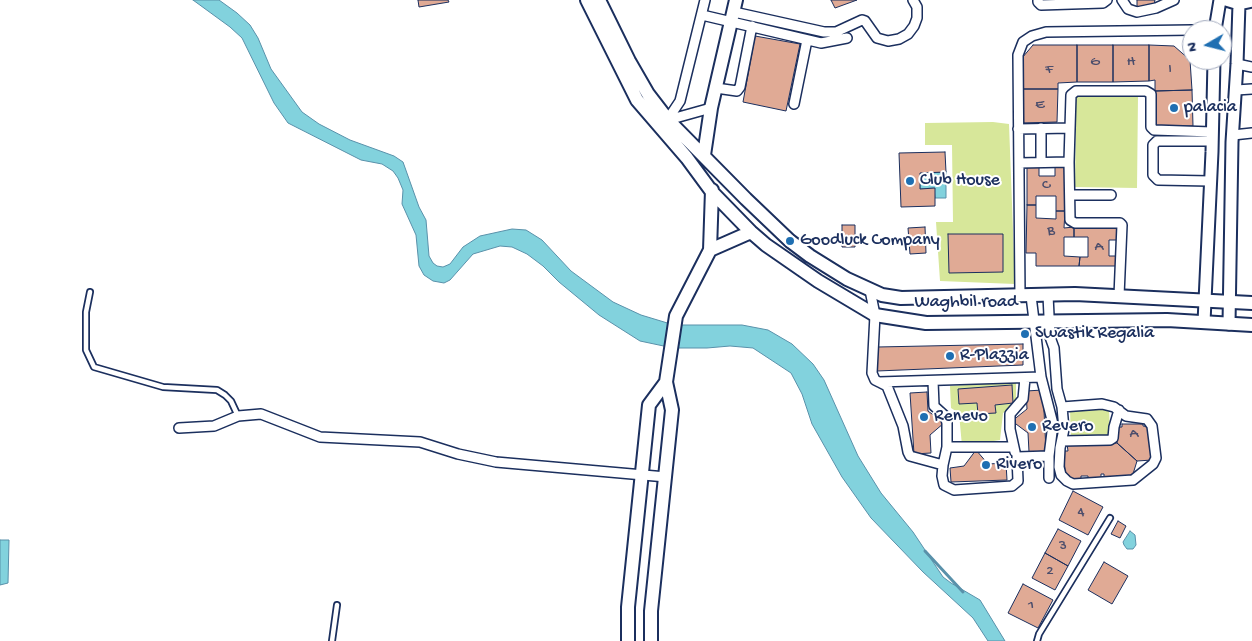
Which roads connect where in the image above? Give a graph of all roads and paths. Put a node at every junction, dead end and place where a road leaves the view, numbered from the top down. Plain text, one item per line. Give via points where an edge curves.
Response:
1 (587, 0) edge
2 (599, 0) edge
3 (705, 0) edge
4 (913, 0) edge
5 (1038, 0) edge
6 (1107, 0) edge
7 (1122, 0) edge
8 (1174, 0) edge
9 (1220, 0) edge
10 (1226, 0) edge
11 (1252, 1) edge
12 (1239, 4) junction
13 (734, 11) edge
14 (702, 15) junction
15 (1217, 20) edge
16 (752, 26) junction
17 (1182, 30) edge
18 (847, 38) dead end
19 (807, 40) junction
20 (1237, 64) junction
21 (1252, 67) edge
22 (1214, 70) edge
23 (633, 79) junction
24 (716, 88) junction
25 (1252, 89) edge
26 (1236, 90) junction
27 (794, 104) dead end
28 (711, 108) junction
29 (664, 124) junction
30 (1018, 128) junction
31 (1041, 128) junction
32 (1070, 128) junction
33 (1252, 133) edge
34 (1233, 135) junction
35 (1212, 142) junction
36 (1232, 152) junction
37 (704, 155) junction
38 (1041, 162) junction
39 (1069, 162) junction
40 (1019, 163) junction
41 (714, 166) junction
42 (1210, 181) junction
43 (712, 192) junction
44 (1070, 195) junction
45 (1112, 195) dead end
46 (1210, 199) junction
47 (1231, 199) junction
48 (772, 223) junction
49 (754, 235) junction
50 (710, 250) junction
51 (870, 290) junction
52 (90, 292) dead end
53 (1048, 295) junction
54 (1026, 296) junction
55 (1119, 296) junction
56 (1168, 298) junction
57 (1206, 300) junction
58 (1230, 302) junction
59 (1252, 303) edge
60 (875, 315) junction
61 (1034, 320) junction
62 (1167, 320) junction
63 (1049, 321) junction
64 (1204, 322) junction
65 (1229, 324) junction
66 (1252, 325) edge
67 (1041, 377) junction
68 (1025, 378) junction
69 (933, 381) junction
70 (666, 382) junction
71 (880, 382) junction
72 (1062, 407) junction
73 (1119, 410) junction
74 (238, 416) junction
75 (179, 428) dead end
76 (1062, 441) junction
77 (1014, 446) junction
78 (947, 447) junction
79 (1049, 456) junction
80 (1017, 457) junction
81 (943, 466) junction
82 (642, 475) junction
83 (666, 476) junction
84 (1049, 478) dead end
85 (1110, 518) dead end
86 (337, 605) dead end
87 (332, 641) edge
88 (628, 641) edge
89 (652, 641) edge
90 (1037, 641) edge

1 - 23 main road, Waghbil road
2 - 23 main road, Waghbil road
3 - 14 street
4 - 13 street via 917,6 914,26 908,34 888,41 876,38 862,20 836,32 824,32
5 - 6 street via 1041,5 1103,3
7 - 8 street via 1128,9 1137,12
9 - 15 street
10 - 12 street
11 - 12 street
12 - 20 street
13 - 14 street
13 - 16 street
13 - 24 main road
14 - 29 street via 680,101
16 - 19 street
16 - 24 street via 740,87 736,91
17 - 30 street via 1046,32 1032,36 1023,42 1018,55
18 - 19 street via 821,43
19 - 27 street
20 - 21 street
20 - 26 street
22 - 35 street
23 - 29 main road, Waghbil road via 648,94
24 - 28 main road
25 - 26 street
26 - 34 street
28 - 29 street
28 - 37 main road
29 - 37 main road, Waghbil road
29 - 43 main road, Waghbil road
30 - 31 street
30 - 40 street
31 - 32 street
31 - 38 street
32 - 35 street via 1071,95 1076,91 1146,91 1151,94 1151,127 1154,130
32 - 39 street
33 - 34 street
34 - 36 street
35 - 36 street
35 - 42 street
35 - 42 street via 1157,141 1153,145 1153,175 1158,180
36 - 47 street
37 - 41 main road, Waghbil road
38 - 39 street
38 - 40 street
39 - 44 street
40 - 54 street
41 - 43 main road
41 - 48 main road, Waghbil road
42 - 46 street
43 - 49 main road, Waghbil road
43 - 50 main road
44 - 45 street
44 - 55 street via 1070,220 1075,223 1122,225
46 - 47 street
46 - 57 street
47 - 58 street
48 - 49 main road
48 - 51 main road, Waghbil road via 810,256
49 - 50 main road
49 - 60 main road, Waghbil road via 818,281
50 - 70 main road via 676,316
51 - 54 main road, Waghbil road via 901,298
51 - 60 street
52 - 74 lane via 86,312 86,350 94,367 163,387 217,390 230,401
53 - 54 main road, Waghbil road
53 - 55 main road, Waghbil road
53 - 63 street
54 - 61 street
55 - 56 main road, Waghbil road
56 - 57 main road, Waghbil road
56 - 62 main road
57 - 58 main road, Waghbil road
57 - 64 street
58 - 59 main road, Waghbil road
58 - 65 street
60 - 61 main road, Waghbil road via 926,323
60 - 71 street via 872,373
61 - 63 main road, Waghbil road
61 - 67 street
62 - 63 main road, Waghbil road
62 - 64 main road, Waghbil road
63 - 72 street via 1056,389
64 - 65 main road, Waghbil road
65 - 66 main road, Waghbil road
67 - 68 street
67 - 79 street via 1053,424
68 - 69 street
68 - 77 street via 1023,399 1010,414
69 - 71 street
69 - 78 street via 934,406 945,416 947,423
70 - 82 main road via 649,405
70 - 83 main road via 672,410
71 - 81 street via 887,386 903,426 910,456
72 - 73 street via 1102,404
72 - 76 street
73 - 76 street via 1110,440
73 - 76 street via 1126,416 1147,419 1152,426 1156,458 1133,480 1073,484 1067,481 1059,467
74 - 75 street via 214,426
74 - 82 street via 261,414 320,437 420,442 496,462
77 - 78 street
77 - 80 street
78 - 81 street
79 - 80 street
79 - 84 street
80 - 81 street via 1018,481 1012,486 954,490 944,485
82 - 83 street
82 - 88 main road via 628,607
83 - 89 main road via 651,611
85 - 90 lane
86 - 87 lane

•••

| Problem to work on |
Every line with the word "lane" in it should be copied from the listing above.

| Solved problem |
52 - 74 lane via 86,312 86,350 94,367 163,387 217,390 230,401
85 - 90 lane
86 - 87 lane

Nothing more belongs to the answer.